Exxon sells Japanese unit
Tonengeneral Sekiyu KK agreed to buy partner Exxonmobil Corp.’s Japanese business in a $3.9 billion deal that may force the oil refiner to seek new alliances.
Tonengeneral will acquire 99 per cent of Exxonmobil Yugen Kaisha, which produces and sells fuels, for $3.9 billion using cash and bank loans, the Tokyo-based company said Monday.
Refiners in Japan are grappling with rising operating costs after a 2010 order from the government to upgrade their oldest plants to extract more fuel from crude. While Japan’s consumption is declining due to a shrinking population and greater use of hybrid and electric autos, the transaction also reflects Exxonmobil chief executive Rex Tillerson’s strategy of focusing on oil exploration.
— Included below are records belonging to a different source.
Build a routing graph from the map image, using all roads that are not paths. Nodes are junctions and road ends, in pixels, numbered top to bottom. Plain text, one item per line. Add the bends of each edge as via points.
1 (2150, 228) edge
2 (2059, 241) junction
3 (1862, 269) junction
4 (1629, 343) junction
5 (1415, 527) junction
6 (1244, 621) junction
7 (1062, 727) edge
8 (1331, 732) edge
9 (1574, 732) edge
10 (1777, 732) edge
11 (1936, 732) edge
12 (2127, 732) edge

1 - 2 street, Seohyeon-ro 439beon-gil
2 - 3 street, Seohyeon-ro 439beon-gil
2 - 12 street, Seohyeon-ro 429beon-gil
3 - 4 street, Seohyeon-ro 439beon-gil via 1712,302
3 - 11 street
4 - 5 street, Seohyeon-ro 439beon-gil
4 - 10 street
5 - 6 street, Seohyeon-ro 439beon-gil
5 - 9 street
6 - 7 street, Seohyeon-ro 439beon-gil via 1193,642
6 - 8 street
“Tonengeneral will struggle to recover their acquisition costs unless they find a strategic partner,” said Osamu Fujisawa, an independent energy economist in Tokyo. “There are no Japanese refiners that can partner with Tonen. So, it should be someone from the Middle East.”
Saudi Arabia’s state oil company, the source of almost 31 per cent of Japan’s crude imports during the first nine months of 2011, owns a 15 per cent stake in domestic refiner Showa Shell Sekiyu KK. The Abu Dhabi government owns a 21 per cent stake in Japanese refiner Cosmo Oil Co.
Tonengeneral Managing Director Jun Muto said at a briefing in Tokyo Monday the company isn’t planning to sell a stake in the revamped company.